How does mortgage interest work?
Key takeaways
- Mortgage interest is the price you pay for borrowing money from a lender, charged as a percentage of your loan amount.
- When you take out a mortgage, you must repay the total amount you borrowed, plus interest calculated on that amount.
- The amount you'll pay in mortgage interest varies based on your credit score, down payment size, economic conditions and other factors.
When you get a mortgage, you have to pay back the lender for the loan. Lenders make money by charging interest on the loan. Your credit score, income, loan amount and broader financial factors like the 10-year Treasury yield and inflation influence mortgage rates. Here’s what to know about how mortgage interest rates work.
What is mortgage interest?
The interest rate on your mortgage determines what you’ll pay to borrow money from a lender, expressed as a percentage. Understanding mortgage rates is a critical step in the homebuying process, because it helps you figure out exactly how much your mortgage will cost you in the long run.
In general, shorter-term loans, like a 15-year mortgage, come with a lower interest rate, but have higher monthly payments. Longer-term loans, such as 30-year mortgages, come with a higher rate, but lower monthly payments. This is in part because you’re repaying the balance back over a longer period of time. Shorter-term loans typically cost less in total interest.

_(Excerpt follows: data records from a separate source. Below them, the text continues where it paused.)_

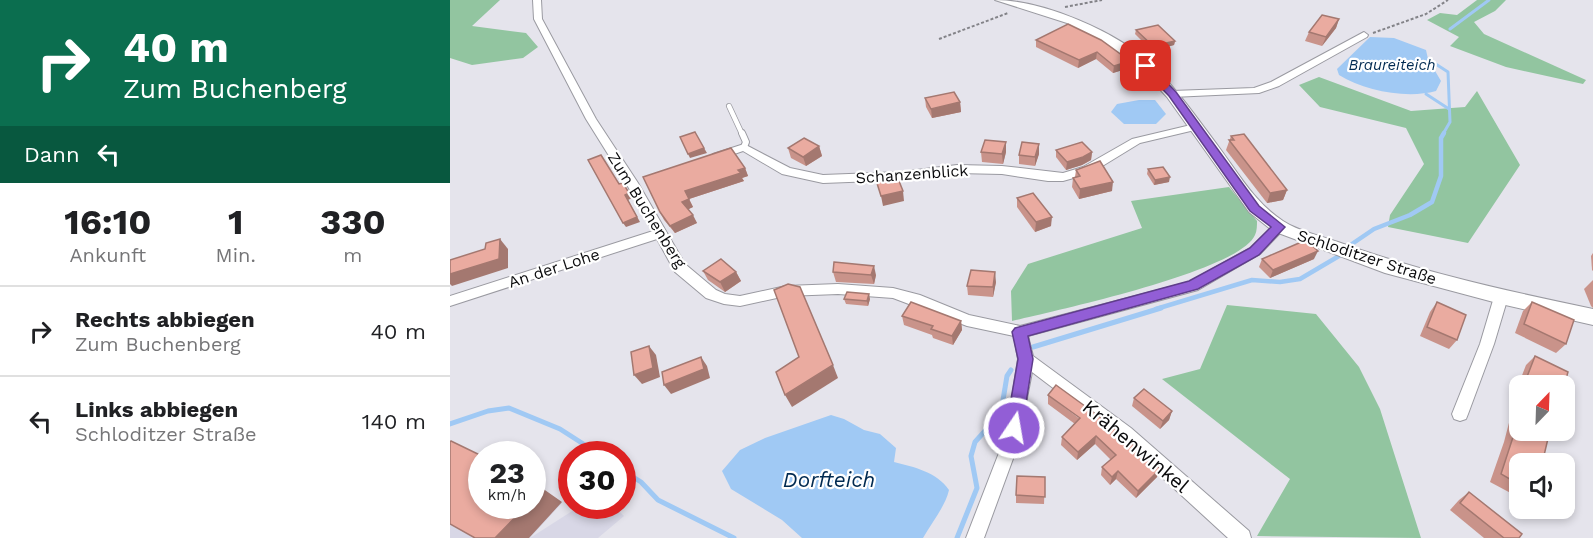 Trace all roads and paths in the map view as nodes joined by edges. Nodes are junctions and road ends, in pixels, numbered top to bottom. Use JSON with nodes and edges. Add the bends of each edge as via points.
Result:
{"nodes":[{"id":1,"x":537,"y":0,"type":"edge"},
{"id":2,"x":1001,"y":0,"type":"edge"},
{"id":3,"x":1102,"y":0,"type":"edge"},
{"id":4,"x":1448,"y":0,"type":"edge"},
{"id":5,"x":1024,"y":6,"type":"junction"},
{"id":6,"x":1050,"y":12,"type":"junction"},
{"id":7,"x":1364,"y":35,"type":"joint"},
{"id":8,"x":939,"y":39,"type":"dead end"},
{"id":9,"x":1172,"y":94,"type":"junction"},
{"id":10,"x":729,"y":106,"type":"dead end"},
{"id":11,"x":1195,"y":127,"type":"junction"},
{"id":12,"x":744,"y":147,"type":"junction"},
{"id":13,"x":711,"y":158,"type":"edge"},
{"id":14,"x":1279,"y":227,"type":"junction"},
{"id":15,"x":659,"y":234,"type":"junction"},
{"id":16,"x":1502,"y":297,"type":"junction"},
{"id":17,"x":450,"y":302,"type":"edge"},
{"id":18,"x":1593,"y":317,"type":"edge"},
{"id":19,"x":1020,"y":332,"type":"junction"},
{"id":20,"x":1026,"y":359,"type":"junction"},
{"id":21,"x":1460,"y":414,"type":"dead end"},
{"id":22,"x":975,"y":538,"type":"edge"},
{"id":23,"x":1242,"y":538,"type":"edge"}],
"edges":[{"from":1,"to":15,"type":"street","name":"Zum Buchenberg","via":[[538,19],[591,118],[638,182]]},
{"from":2,"to":5,"type":"street","name":"Schloditzer Straße"},
{"from":3,"to":6,"type":"path"},
{"from":4,"to":7,"type":"path","via":[[1426,14]]},
{"from":5,"to":6,"type":"street","name":"Schloditzer Straße"},
{"from":5,"to":8,"type":"path"},
{"from":6,"to":9,"type":"street","name":"Schloditzer Straße","via":[[1111,42],[1146,66]]},
{"from":7,"to":9,"type":"street","via":[[1256,91]]},
{"from":9,"to":11,"type":"street","name":"Schloditzer Straße"},
{"from":10,"to":12,"type":"lane","via":[[746,142]]},
{"from":11,"to":12,"type":"street","name":"Schanzenblick","via":[[1136,141],[1087,170],[1063,177],[957,169],[901,177],[823,179],[786,171]]},
{"from":11,"to":14,"type":"street","name":"Schloditzer Straße","via":[[1255,208]]},
{"from":12,"to":13,"type":"street"},
{"from":14,"to":16,"type":"street","name":"Schloditzer Straße","via":[[1384,266]]},
{"from":14,"to":19,"type":"street","name":"Zum Buchenberg","via":[[1254,251],[1193,286]]},
{"from":15,"to":17,"type":"street","name":"An der Lohe"},
{"from":15,"to":19,"type":"street","name":"Zum Buchenberg","via":[[680,268],[711,294],[724,299],[740,301],[786,291],[838,289],[893,293],[967,320]]},
{"from":16,"to":18,"type":"street","name":"Schloditzer Straße"},
{"from":16,"to":21,"type":"street"},
{"from":19,"to":20,"type":"street"},
{"from":20,"to":22,"type":"street","via":[[1010,445]]},
{"from":20,"to":23,"type":"street","name":"Krähenwinkel","via":[[1125,434]]}]} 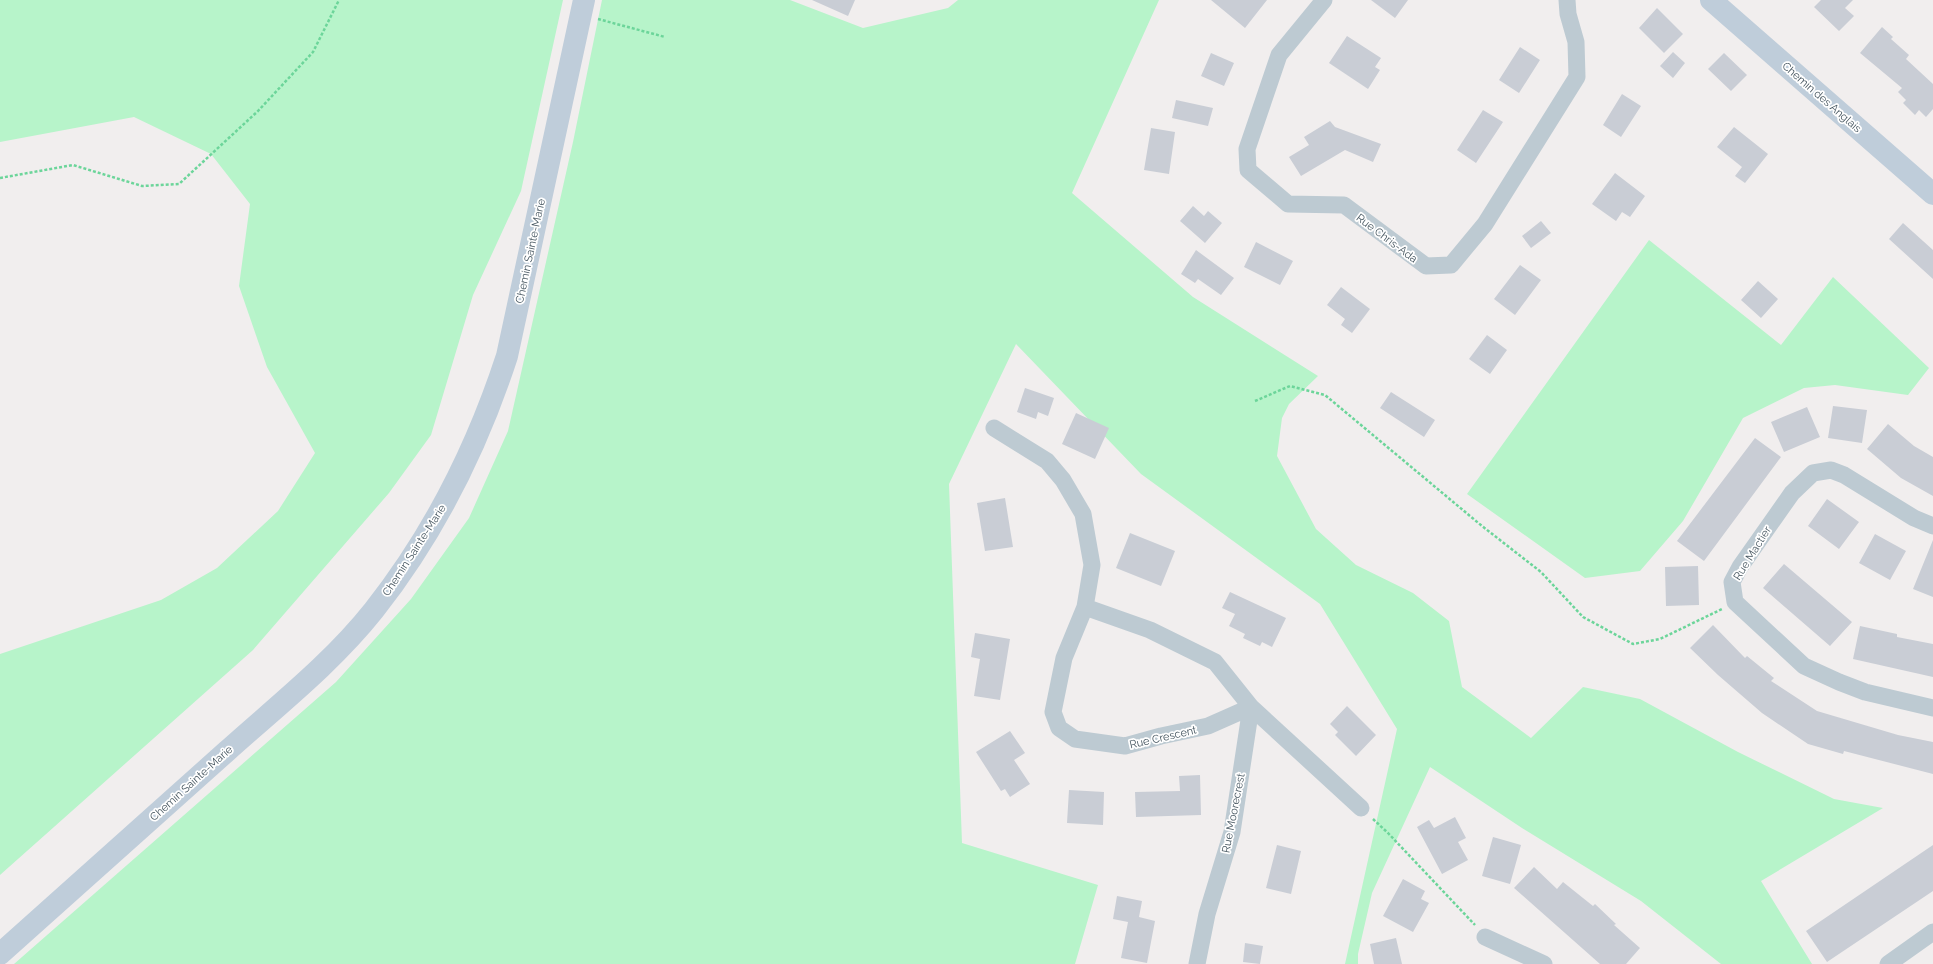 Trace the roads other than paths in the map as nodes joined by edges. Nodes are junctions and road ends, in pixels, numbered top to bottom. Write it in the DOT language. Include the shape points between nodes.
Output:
graph roads {
  1 [pos="1324,0"];
  2 [pos="1567,0"];
  3 [pos="1711,0"];
  4 [pos="582,7"];
  5 [pos="1931,189"];
  6 [pos="994,428"];
  7 [pos="1933,526"];
  8 [pos="1085,607"];
  9 [pos="1251,707"];
  10 [pos="1933,708"];
  11 [pos="1361,808"];
  12 [pos="1933,932"];
  13 [pos="1485,937"];
  14 [pos="0,954"];
  15 [pos="1197,964"];
  16 [pos="1544,964"];
  17 [pos="1888,964"];
  1 -- 2 [label="street, Rue Chris-Ada" via="1280,55 1247,149 1248,170 1288,204 1344,205 1426,266 1451,265 1485,224 1577,77 1576,42"];
  3 -- 5 [label="street, Chemin des Anglais"];
  4 -- 14 [label="street, Chemin Sainte-Marie" via="507,356 492,404 444,506 373,611 322,666"];
  6 -- 8 [label="street, Rue Crescent" via="1047,461 1063,480 1083,514 1092,565"];
  7 -- 10 [label="street, Rue Mactier" via="1914,518 1844,475 1831,470 1813,473 1792,494 1732,582 1735,602 1804,666 1865,692"];
  8 -- 9 [label="street" via="1150,630 1215,662"];
  8 -- 9 [label="street, Rue Crescent" via="1064,658 1052,712 1059,728 1075,739 1125,746 1208,726"];
  9 -- 11 [label="street"];
  9 -- 15 [label="street, Rue Moorecrest" via="1232,832 1207,914"];
  12 -- 17 [label="street"];
  13 -- 16 [label="street"];
} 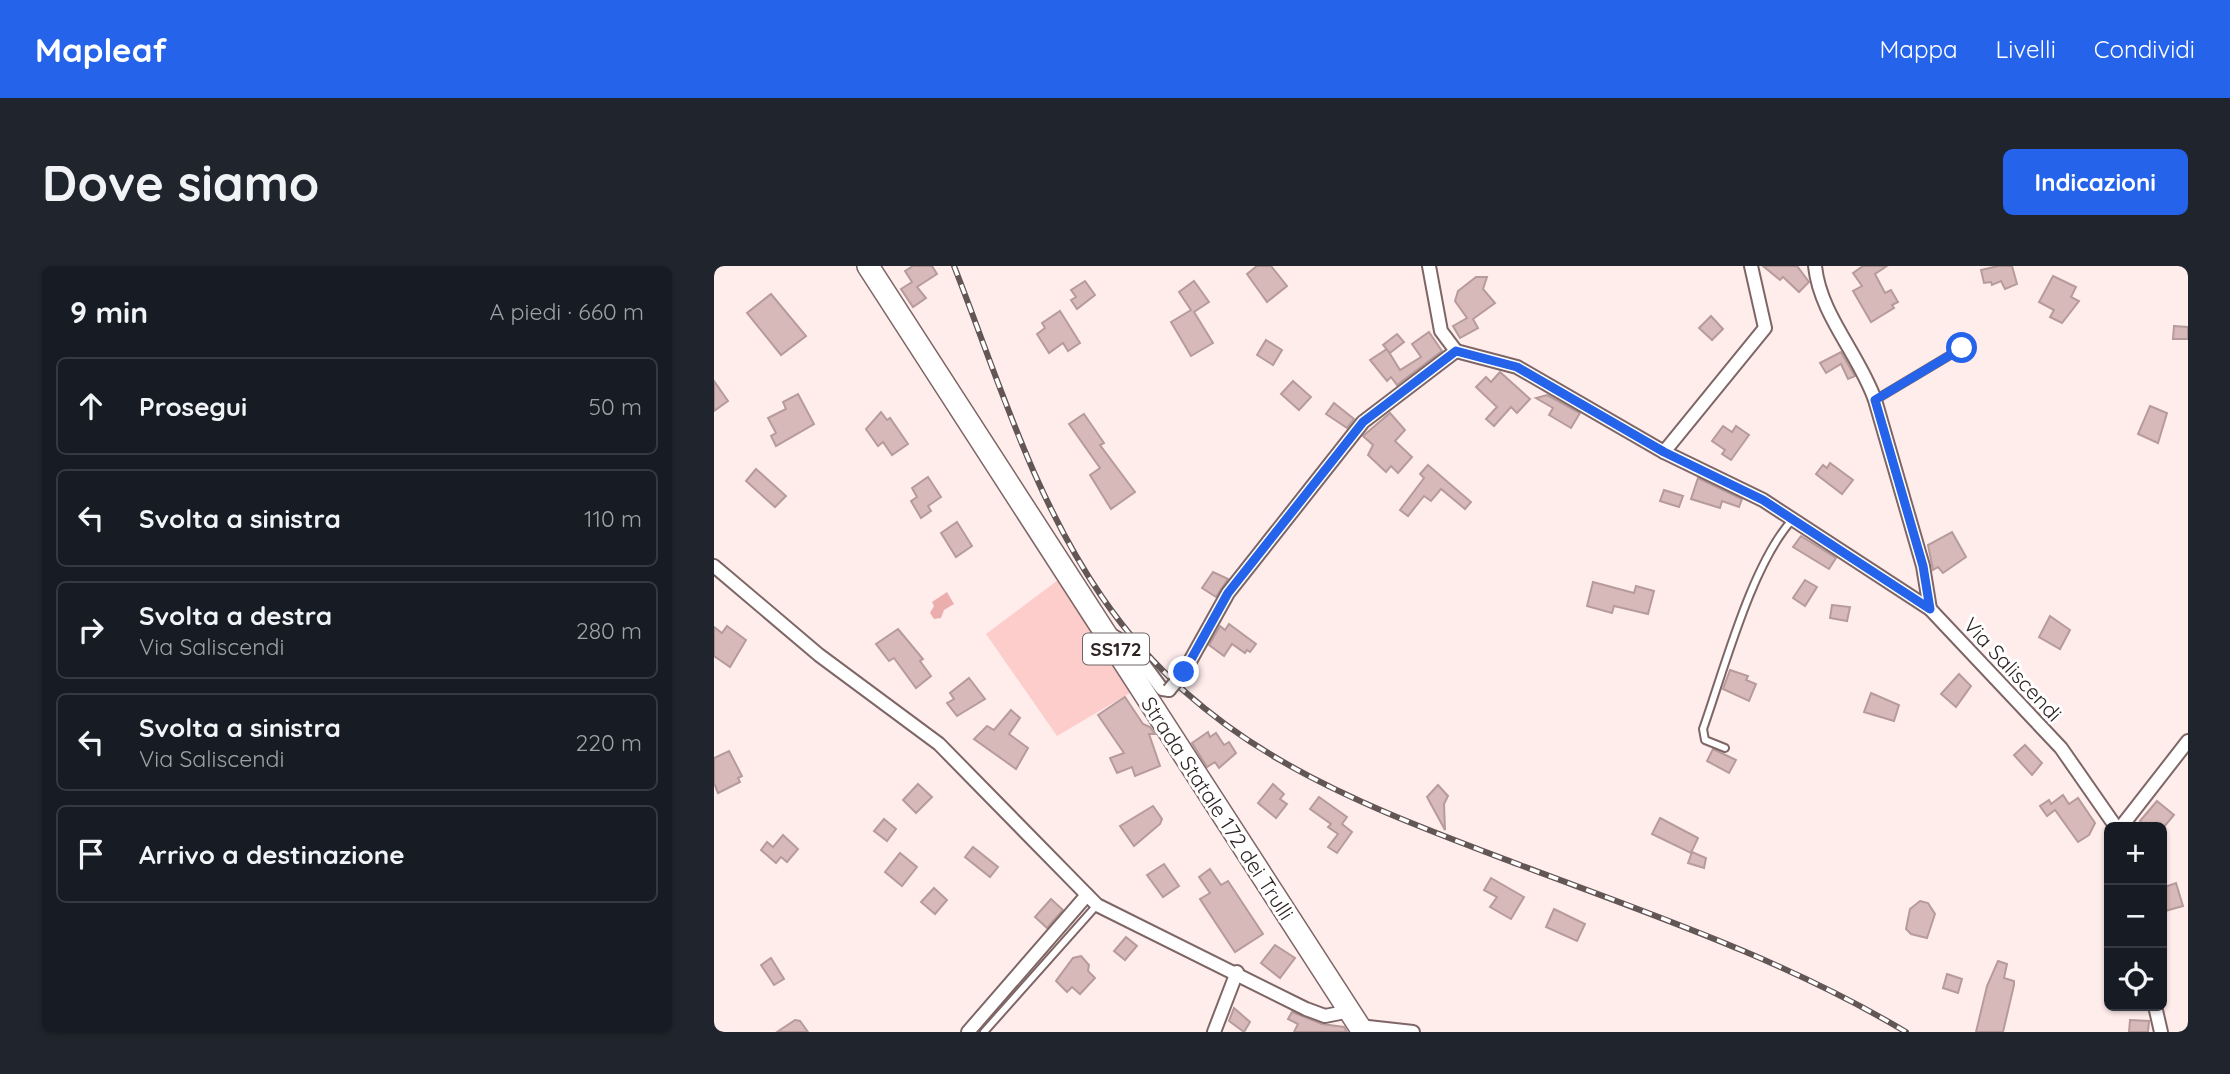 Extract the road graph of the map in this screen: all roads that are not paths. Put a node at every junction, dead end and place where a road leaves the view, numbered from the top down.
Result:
1 (868, 266) edge
2 (1429, 266) edge
3 (1751, 266) edge
4 (1815, 266) edge
5 (1962, 348) dead end
6 (1456, 351) junction
7 (1875, 400) junction
8 (1664, 452) junction
9 (1793, 519) junction
10 (714, 566) edge
11 (1930, 609) junction
12 (1104, 630) junction
13 (2188, 741) edge
14 (1725, 748) dead end
15 (2113, 822) edge
16 (2125, 822) edge
17 (1087, 895) junction
18 (1097, 905) junction
19 (1237, 972) junction
20 (2156, 1011) edge
21 (1357, 1023) edge
22 (968, 1032) edge
23 (984, 1032) edge
24 (1214, 1032) edge
25 (1413, 1032) edge
26 (2161, 1032) edge

1 - 12 main road, Strada Statale 172 dei Trulli / SS172
2 - 6 street
3 - 8 street
4 - 7 street
5 - 7 lane
6 - 8 street, Via Saliscendi
6 - 12 street, bridge
7 - 11 street
8 - 9 street, Via Saliscendi
9 - 11 street, Via Saliscendi
9 - 14 lane
10 - 17 street
11 - 15 street, Via Saliscendi
12 - 21 main road, Strada Statale 172 dei Trulli / SS172
13 - 16 street
17 - 18 street
17 - 22 street
18 - 19 street
18 - 23 lane
19 - 21 street
19 - 24 street
20 - 26 street
21 - 25 street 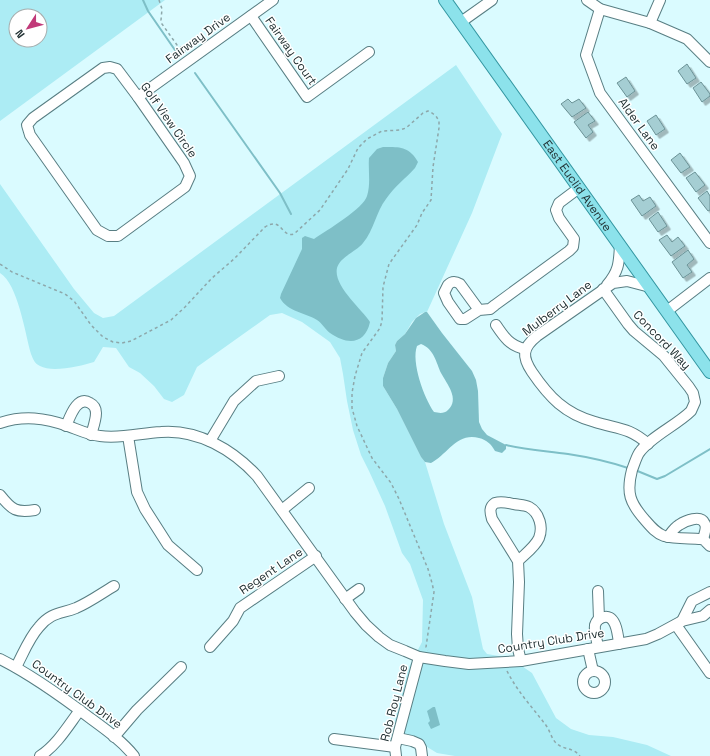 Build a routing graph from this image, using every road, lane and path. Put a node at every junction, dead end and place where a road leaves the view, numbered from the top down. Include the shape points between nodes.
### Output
1 (159, 0) edge
2 (273, 0) edge
3 (445, 0) edge
4 (492, 0) edge
5 (587, 0) edge
6 (660, 0) edge
7 (600, 8) junction
8 (251, 16) junction
9 (461, 22) junction
10 (650, 23) junction
11 (369, 52) dead end
12 (193, 57) junction
13 (710, 62) edge
14 (138, 97) junction
15 (579, 188) junction
16 (710, 243) edge
17 (620, 245) junction
18 (0, 264) edge
19 (710, 278) edge
20 (650, 287) junction
21 (603, 290) junction
22 (479, 310) dead end
23 (667, 311) junction
24 (496, 325) dead end
25 (525, 349) junction
26 (710, 372) edge
27 (280, 376) dead end
28 (0, 423) edge
29 (66, 426) junction
30 (91, 435) junction
31 (128, 436) junction
32 (210, 441) junction
33 (648, 444) junction
34 (309, 488) dead end
35 (0, 495) edge
36 (36, 510) dead end
37 (282, 510) junction
38 (708, 522) edge
39 (668, 537) junction
40 (706, 543) edge
41 (316, 556) junction
42 (518, 561) junction
43 (197, 570) dead end
44 (114, 586) dead end
45 (359, 589) dead end
46 (598, 591) dead end
47 (710, 592) edge
48 (345, 599) junction
49 (710, 610) edge
50 (599, 620) junction
51 (679, 623) junction
52 (619, 644) junction
53 (210, 647) dead end
54 (598, 647) junction
55 (588, 649) junction
56 (431, 652) dead end
57 (419, 657) junction
58 (0, 659) edge
59 (521, 661) junction
60 (503, 662) junction
61 (16, 667) junction
62 (181, 667) dead end
63 (592, 671) dead end
64 (710, 673) edge
65 (80, 710) junction
66 (114, 737) junction
67 (334, 739) dead end
68 (396, 747) edge
69 (40, 756) edge
70 (134, 756) edge
71 (422, 756) edge
72 (580, 756) edge

1 - 12 path via 162,24 177,45
2 - 8 street, Fairway Drive
3 - 9 main road, East Euclid Avenue
4 - 9 street
5 - 7 street
6 - 10 street
7 - 10 street
7 - 16 street, Alder Lane via 586,56 600,93
8 - 11 street, Fairway Court via 307,97
8 - 12 street, Fairway Drive
9 - 15 main road, East Euclid Avenue
10 - 13 street via 687,39
12 - 14 street, Fairway Drive
14 - 14 street, Golf View Circle via 117,69 103,68 32,118 27,125 30,135 97,230 108,236 118,236 179,192 185,187 190,176 184,163
15 - 17 main road, East Euclid Avenue
15 - 22 street via 559,203 556,210 574,239 573,247 496,305 490,309
17 - 20 main road, East Euclid Avenue
17 - 21 street, Mulberry Lane via 615,276
18 - 56 path via 12,272 65,294 74,301 103,337 112,342 131,341 171,320 265,227 275,224 287,234 294,234 320,210 364,142 382,131 406,128 428,111 436,116 439,121 431,200 415,229 389,264 383,287 382,320 378,333 364,350 359,361 352,393 352,408 364,444 391,483 430,576 434,592 426,647
19 - 23 street
20 - 21 street, Mulberry Lane via 626,281 613,283
20 - 23 main road, East Euclid Avenue
21 - 25 street, Mulberry Lane via 536,336
21 - 33 street, Concord Way via 634,331 673,366 694,398 692,411
23 - 26 main road, East Euclid Avenue
24 - 25 street via 512,344
25 - 33 street, Mulberry Lane via 528,366 560,406 594,422 630,431
27 - 32 street via 256,381 234,401
28 - 29 street, Country Club Drive via 29,418 50,420
29 - 30 street, Country Club Drive
29 - 30 street via 76,407 80,403 88,402 95,408 96,414
30 - 31 street, Country Club Drive
31 - 32 street, Country Club Drive via 163,431 178,432
31 - 43 street via 137,492 144,509 168,545
32 - 37 street, Country Club Drive via 247,465
33 - 39 street, Concord Way via 639,453 634,465 629,492 637,510 657,532
34 - 37 street
35 - 36 street via 13,509 21,512
37 - 41 street, Country Club Drive
38 - 39 street via 698,518 691,520 679,525
38 - 40 street via 705,531
39 - 40 street
41 - 48 street, Country Club Drive
41 - 53 street, Regent Lane via 240,608 234,621
42 - 42 street via 492,519 490,508 495,503 503,502 531,508 538,516 541,530 539,538
42 - 59 street via 517,634
44 - 61 street via 76,608 56,613 39,626
45 - 48 street
46 - 50 street
47 - 51 street via 692,600
48 - 57 street, Country Club Drive via 366,625 379,636
49 - 51 street, Country Club Drive via 704,616
50 - 52 street via 605,617 613,620
50 - 54 street via 595,626
51 - 52 street, Country Club Drive via 646,639
51 - 64 street
52 - 54 street, Country Club Drive
54 - 55 street, Country Club Drive
55 - 59 street, Country Club Drive
55 - 63 street
57 - 60 street, Country Club Drive via 469,664
57 - 68 street, Rob Roy Lane
58 - 61 street, Country Club Drive
59 - 60 street, Country Club Drive
60 - 72 path via 511,679 550,731 554,741
61 - 65 street, Country Club Drive
62 - 66 street via 137,710
65 - 66 street, Country Club Drive
65 - 69 street via 54,745
66 - 70 street, Country Club Drive
67 - 68 street
68 - 71 street via 412,741 419,744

How does mortgage interest work?
Your mortgage interest is a percentage of your balance. As you repay your mortgage, you’ll make monthly payments based on your loan’s amortization schedule. As your loan matures, more of your payment goes toward the principal, or the amount you borrowed. Initially, more of your payment goes to interest.
Let’s say you have a 30-year fixed-rate mortgage with a balance of $300,000 and an interest rate of 6 percent.
Your monthly mortgage payment (principal and interest) would remain $1,799 throughout the 30-year term, but for your first payment, $299 of that would go toward the principal and $1,500 would go toward interest. Fast-forward to halfway through your loan term, and about $718 of your payment would be applied to the principal and roughly $1,080 would be applied to the interest. You’ll continue to pay more toward principal, and less toward interest, until you’ve fully repaid the loan.
Mortgage interest rate example
Say you’re buying a home for $400,000 with 20 percent down. With a 30-year mortgage for $320,000 at a fixed rate of 6.75 percent, your monthly payment would be $2,076. This sum excludes homeowners insurance, property taxes and any HOA fees, which are often included in monthly payments as well.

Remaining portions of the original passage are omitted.